I am very excited to learn that Actor Tom Hardy is set to star in a movie based on the Anthony Lloyd book My War Gone by By, I Miss it So. I can’t think of any actor better suited, can you? Hardy brings a deadly seriousness and dignity to the roles he plays.

I don’t recall why I picked up this book to read but once I began to turn the pages I realized how profoundly poetic and shocking a read it would be. The story is told by Lloyd, and describes his up close and personal visit to Bosnia. There is nothing beautiful about war but Lloyd’s ability to write and his recollection of his events was mesmerizing. So visceral.

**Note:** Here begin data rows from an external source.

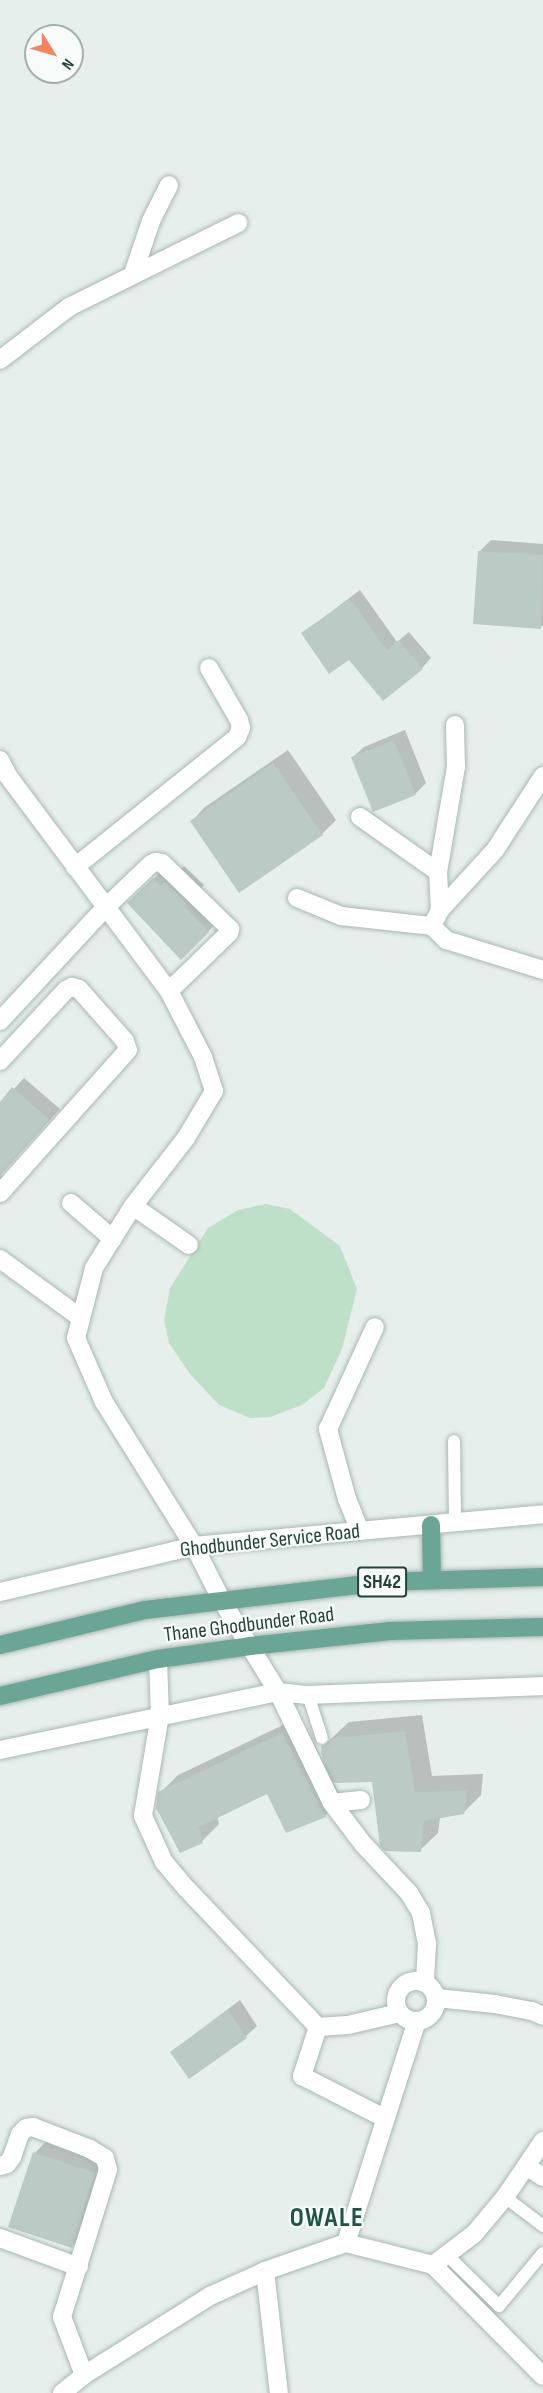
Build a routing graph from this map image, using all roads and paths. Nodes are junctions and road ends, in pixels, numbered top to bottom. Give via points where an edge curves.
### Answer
1 (169, 185) dead end
2 (238, 223) dead end
3 (133, 274) junction
4 (0, 360) edge
5 (209, 668) dead end
6 (455, 725) dead end
7 (3, 773) edge
8 (543, 777) edge
9 (360, 817) dead end
10 (75, 867) junction
11 (438, 872) junction
12 (297, 898) dead end
13 (106, 907) junction
14 (436, 918) junction
15 (543, 970) edge
16 (169, 992) junction
17 (0, 1021) edge
18 (0, 1061) edge
19 (0, 1193) edge
20 (71, 1203) dead end
21 (133, 1206) junction
22 (112, 1239) junction
23 (189, 1245) dead end
24 (0, 1259) edge
25 (81, 1318) junction
26 (375, 1327) dead end
27 (454, 1441) dead end
28 (543, 1514) edge
29 (455, 1522) junction
30 (431, 1525) junction
31 (360, 1531) junction
32 (194, 1546) junction
33 (543, 1577) edge
34 (432, 1580) junction
35 (0, 1592) edge
36 (222, 1601) junction
37 (543, 1627) edge
38 (0, 1645) edge
39 (249, 1646) junction
40 (158, 1659) junction
41 (543, 1686) edge
42 (278, 1692) junction
43 (308, 1695) junction
44 (0, 1696) edge
45 (160, 1715) junction
46 (322, 1738) dead end
47 (0, 1750) edge
48 (361, 1800) dead end
49 (332, 1803) junction
50 (425, 1982) junction
51 (437, 1998) junction
52 (399, 2013) junction
53 (543, 2016) edge
54 (417, 2021) junction
55 (318, 2027) junction
56 (386, 2119) junction
57 (543, 2141) edge
58 (0, 2166) edge
59 (526, 2166) junction
60 (543, 2177) edge
61 (505, 2198) junction
62 (543, 2226) edge
63 (0, 2238) edge
64 (346, 2243) junction
65 (543, 2253) edge
66 (440, 2260) junction
67 (79, 2267) junction
68 (265, 2271) junction
69 (84, 2375) junction
70 (543, 2376) edge
71 (62, 2393) edge
72 (279, 2393) edge

1 - 3 street via 151,221
2 - 3 street
3 - 4 street via 69,307
5 - 10 street via 239,720 237,737
6 - 11 street via 456,766
7 - 10 street
8 - 14 street via 495,850
9 - 11 street
10 - 13 street
11 - 14 street
12 - 14 street via 341,916
13 - 16 street
13 - 16 street via 156,862 162,863 227,924 229,933
13 - 17 street
14 - 15 street via 446,940
16 - 21 street via 203,1057 214,1091 186,1138
18 - 19 street via 72,987 79,989 125,1041 128,1050
20 - 22 street
21 - 22 street
21 - 23 street
22 - 25 street via 94,1268
24 - 25 street
25 - 32 street via 76,1338 104,1402
26 - 31 street via 328,1429
27 - 29 lane
28 - 29 street, Ghodbunder Service Road
29 - 30 street, Ghodbunder Service Road
30 - 31 street, Ghodbunder Service Road
30 - 34 main road
31 - 32 street, Ghodbunder Service Road
32 - 35 street, Ghodbunder Service Road
32 - 36 street
33 - 34 main road, Thane Ghodbunder Road / SH42
34 - 36 main road, Thane Ghodbunder Road / SH42
36 - 38 main road, Thane Ghodbunder Road / SH42 via 145,1610
36 - 39 street
37 - 39 main road, Thane Ghodbunder Road via 390,1631
39 - 40 main road, Thane Ghodbunder Road
39 - 42 street
40 - 44 main road, Thane Ghodbunder Road
40 - 45 street
41 - 43 street
42 - 43 street
42 - 45 street
42 - 49 street
43 - 46 lane
45 - 47 street
45 - 55 street via 143,1816 164,1862
48 - 49 street
49 - 50 street via 363,1844 409,1893 421,1913 427,1943
50 - 51 street
50 - 52 street via 412,1981 400,1988 396,2000
51 - 53 street via 495,2004
51 - 54 street via 430,2017
52 - 54 street
52 - 55 street via 348,2025
54 - 56 street
55 - 56 street via 302,2076
56 - 64 street
57 - 59 street
58 - 67 street via 12,2157 20,2134 33,2127 105,2158 108,2170
59 - 60 street
59 - 61 street
61 - 62 lane
61 - 66 street via 474,2234
63 - 67 street
64 - 66 street
64 - 68 street
65 - 66 lane via 499,2306
66 - 70 street
67 - 69 street via 62,2317
68 - 69 street via 210,2296
68 - 72 street
69 - 71 street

Lloyd longed for the fury of war but felt he missed it as a British military commander during Desert Storm. He believed his time in service was anticlimactic. At 26, he decided to travel into Bosnia for a peek into the brutality of war and see its terrifyingly seductive power for himself. In doing so, he meets a colorful cast of characters and he sees things that trouble his nights with nightmares.

He recalls a French Foreign Legionnaire forever confined to a wheelchair, and the awful vision of a child’s face that haunts him. He discusses society in breakdown and shows the best and worst of people during war-time. He is suicidal, a drug user, perhaps a liar, but he can write and he can write well. His book is written with a tender view on gory and painful subject matters that take place in the mountains and cities of a broken world. But it is not the world that solely needs fixing, because Lloyd needs to fix himself. In traveling to Bosnia, he just may find the redemption he is seeking. Here is an excerpt:

“…bullets are seldom as unnerving as shellfire. It was logical that as long as you stayed away from the windows you would be unlucky to get hit, though the odd ricochet pinballed between the walls in an unpleasant series of whines and thwacks. So I lit a cigarette, dumped the rucksack, and installed myself in a suitable corner and watched what happened.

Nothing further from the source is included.